Work item: Copy each line of the data below, character for character.

(Dataset entries)
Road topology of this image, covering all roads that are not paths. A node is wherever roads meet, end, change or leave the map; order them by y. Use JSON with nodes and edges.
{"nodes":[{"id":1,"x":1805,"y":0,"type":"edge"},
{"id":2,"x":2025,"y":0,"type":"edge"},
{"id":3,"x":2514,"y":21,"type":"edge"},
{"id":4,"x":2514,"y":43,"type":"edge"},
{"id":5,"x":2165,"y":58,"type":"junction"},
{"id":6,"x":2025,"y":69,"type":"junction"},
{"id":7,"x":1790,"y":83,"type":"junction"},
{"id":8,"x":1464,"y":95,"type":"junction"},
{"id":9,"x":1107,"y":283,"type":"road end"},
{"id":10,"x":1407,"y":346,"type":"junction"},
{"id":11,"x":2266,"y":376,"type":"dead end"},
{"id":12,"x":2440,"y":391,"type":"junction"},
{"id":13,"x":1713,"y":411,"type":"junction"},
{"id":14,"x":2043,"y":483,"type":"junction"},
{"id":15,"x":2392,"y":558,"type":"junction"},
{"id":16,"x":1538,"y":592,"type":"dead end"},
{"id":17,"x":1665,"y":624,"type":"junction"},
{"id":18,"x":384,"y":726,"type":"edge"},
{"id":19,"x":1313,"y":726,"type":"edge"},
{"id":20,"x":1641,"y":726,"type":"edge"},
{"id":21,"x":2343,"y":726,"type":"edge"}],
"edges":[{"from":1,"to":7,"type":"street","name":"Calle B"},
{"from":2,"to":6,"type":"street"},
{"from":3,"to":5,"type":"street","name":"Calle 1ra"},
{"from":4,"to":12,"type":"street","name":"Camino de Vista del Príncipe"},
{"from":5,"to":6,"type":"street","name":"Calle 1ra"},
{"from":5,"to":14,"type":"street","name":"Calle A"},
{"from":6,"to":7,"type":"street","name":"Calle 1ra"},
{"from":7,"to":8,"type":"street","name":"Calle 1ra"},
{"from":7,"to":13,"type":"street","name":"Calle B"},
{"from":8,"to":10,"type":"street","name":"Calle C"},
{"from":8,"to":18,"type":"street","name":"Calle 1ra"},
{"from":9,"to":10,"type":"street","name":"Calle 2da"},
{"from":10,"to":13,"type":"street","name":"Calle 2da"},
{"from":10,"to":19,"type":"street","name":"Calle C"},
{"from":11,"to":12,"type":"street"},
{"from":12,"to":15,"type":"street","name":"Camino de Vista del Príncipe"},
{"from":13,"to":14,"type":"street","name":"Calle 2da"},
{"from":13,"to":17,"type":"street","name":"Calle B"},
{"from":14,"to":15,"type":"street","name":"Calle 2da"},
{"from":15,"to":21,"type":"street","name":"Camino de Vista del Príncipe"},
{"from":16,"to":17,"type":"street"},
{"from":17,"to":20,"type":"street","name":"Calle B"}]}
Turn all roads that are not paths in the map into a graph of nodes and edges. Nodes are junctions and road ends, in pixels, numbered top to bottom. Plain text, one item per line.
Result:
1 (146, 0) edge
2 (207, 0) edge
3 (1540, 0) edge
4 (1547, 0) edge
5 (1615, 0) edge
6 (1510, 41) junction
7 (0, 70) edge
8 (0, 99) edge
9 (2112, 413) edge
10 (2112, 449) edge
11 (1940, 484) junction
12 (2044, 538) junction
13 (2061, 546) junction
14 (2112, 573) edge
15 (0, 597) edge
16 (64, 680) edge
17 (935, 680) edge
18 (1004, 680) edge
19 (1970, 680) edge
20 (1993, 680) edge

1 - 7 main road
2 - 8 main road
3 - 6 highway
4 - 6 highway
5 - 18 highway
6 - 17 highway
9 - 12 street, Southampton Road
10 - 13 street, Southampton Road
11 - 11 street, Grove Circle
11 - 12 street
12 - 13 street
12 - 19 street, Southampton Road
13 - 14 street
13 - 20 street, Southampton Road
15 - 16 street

Exercise solution:
Road topology of this image, covering all roads that are not paths. A node is wherever roads meet, end, change or leave the map; order them by y. Use JSON with nodes and edges.
{"nodes":[{"id":1,"x":1805,"y":0,"type":"edge"},
{"id":2,"x":2025,"y":0,"type":"edge"},
{"id":3,"x":2514,"y":21,"type":"edge"},
{"id":4,"x":2514,"y":43,"type":"edge"},
{"id":5,"x":2165,"y":58,"type":"junction"},
{"id":6,"x":2025,"y":69,"type":"junction"},
{"id":7,"x":1790,"y":83,"type":"junction"},
{"id":8,"x":1464,"y":95,"type":"junction"},
{"id":9,"x":1107,"y":283,"type":"road end"},
{"id":10,"x":1407,"y":346,"type":"junction"},
{"id":11,"x":2266,"y":376,"type":"dead end"},
{"id":12,"x":2440,"y":391,"type":"junction"},
{"id":13,"x":1713,"y":411,"type":"junction"},
{"id":14,"x":2043,"y":483,"type":"junction"},
{"id":15,"x":2392,"y":558,"type":"junction"},
{"id":16,"x":1538,"y":592,"type":"dead end"},
{"id":17,"x":1665,"y":624,"type":"junction"},
{"id":18,"x":384,"y":726,"type":"edge"},
{"id":19,"x":1313,"y":726,"type":"edge"},
{"id":20,"x":1641,"y":726,"type":"edge"},
{"id":21,"x":2343,"y":726,"type":"edge"}],
"edges":[{"from":1,"to":7,"type":"street","name":"Calle B"},
{"from":2,"to":6,"type":"street"},
{"from":3,"to":5,"type":"street","name":"Calle 1ra"},
{"from":4,"to":12,"type":"street","name":"Camino de Vista del Príncipe"},
{"from":5,"to":6,"type":"street","name":"Calle 1ra"},
{"from":5,"to":14,"type":"street","name":"Calle A"},
{"from":6,"to":7,"type":"street","name":"Calle 1ra"},
{"from":7,"to":8,"type":"street","name":"Calle 1ra"},
{"from":7,"to":13,"type":"street","name":"Calle B"},
{"from":8,"to":10,"type":"street","name":"Calle C"},
{"from":8,"to":18,"type":"street","name":"Calle 1ra"},
{"from":9,"to":10,"type":"street","name":"Calle 2da"},
{"from":10,"to":13,"type":"street","name":"Calle 2da"},
{"from":10,"to":19,"type":"street","name":"Calle C"},
{"from":11,"to":12,"type":"street"},
{"from":12,"to":15,"type":"street","name":"Camino de Vista del Príncipe"},
{"from":13,"to":14,"type":"street","name":"Calle 2da"},
{"from":13,"to":17,"type":"street","name":"Calle B"},
{"from":14,"to":15,"type":"street","name":"Calle 2da"},
{"from":15,"to":21,"type":"street","name":"Camino de Vista del Príncipe"},
{"from":16,"to":17,"type":"street"},
{"from":17,"to":20,"type":"street","name":"Calle B"}]}
Turn all roads that are not paths in the map into a graph of nodes and edges. Nodes are junctions and road ends, in pixels, numbered top to bottom. Plain text, one item per line.
Result:
1 (146, 0) edge
2 (207, 0) edge
3 (1540, 0) edge
4 (1547, 0) edge
5 (1615, 0) edge
6 (1510, 41) junction
7 (0, 70) edge
8 (0, 99) edge
9 (2112, 413) edge
10 (2112, 449) edge
11 (1940, 484) junction
12 (2044, 538) junction
13 (2061, 546) junction
14 (2112, 573) edge
15 (0, 597) edge
16 (64, 680) edge
17 (935, 680) edge
18 (1004, 680) edge
19 (1970, 680) edge
20 (1993, 680) edge

1 - 7 main road
2 - 8 main road
3 - 6 highway
4 - 6 highway
5 - 18 highway
6 - 17 highway
9 - 12 street, Southampton Road
10 - 13 street, Southampton Road
11 - 11 street, Grove Circle
11 - 12 street
12 - 13 street
12 - 19 street, Southampton Road
13 - 14 street
13 - 20 street, Southampton Road
15 - 16 street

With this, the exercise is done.